- _Description of the task_:
Without including any images, please transcribe all the lines below exactly.

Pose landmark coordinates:
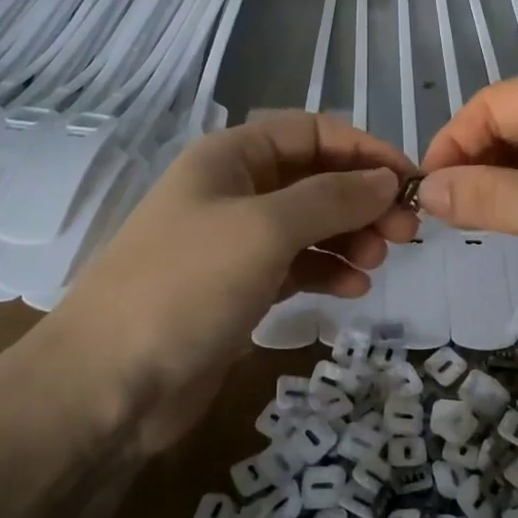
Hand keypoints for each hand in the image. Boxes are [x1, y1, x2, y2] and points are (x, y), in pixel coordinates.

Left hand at [51, 114, 417, 447]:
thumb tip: (386, 179)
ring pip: (309, 224)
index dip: (363, 150)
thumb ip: (332, 197)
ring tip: (379, 260)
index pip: (312, 132)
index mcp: (231, 157)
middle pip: (314, 178)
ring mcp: (235, 241)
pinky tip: (354, 289)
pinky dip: (327, 271)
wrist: (107, 384)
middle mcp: (234, 189)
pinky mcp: (238, 288)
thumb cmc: (187, 285)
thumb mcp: (266, 228)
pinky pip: (296, 265)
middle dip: (362, 199)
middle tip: (406, 232)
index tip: (410, 180)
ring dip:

- _Problem solution_:
Hand keypoints for each hand in the image. Boxes are [x1, y1, x2, y2] and points are (x, y), in pixel coordinates.

Left hand at [51, 114, 417, 447]:
thumb tip: (386, 179)
ring pip: (309, 224)
index dip: (363, 150)
thumb ip: (332, 197)
ring tip: (379, 260)
index pip: (312, 132)
index mcp: (231, 157)
middle pip: (314, 178)
ring mcp: (235, 241)
pinky tip: (354, 289)
pinky dip: (327, 271)
wrist: (107, 384)
middle mcp: (234, 189)
pinky mcp: (238, 288)
thumb cmc: (187, 285)
thumb mcp: (266, 228)
pinky pip: (296, 265)
middle dip: (362, 199)
middle tip: (406, 232)
index tip: (410, 180)
ring dip:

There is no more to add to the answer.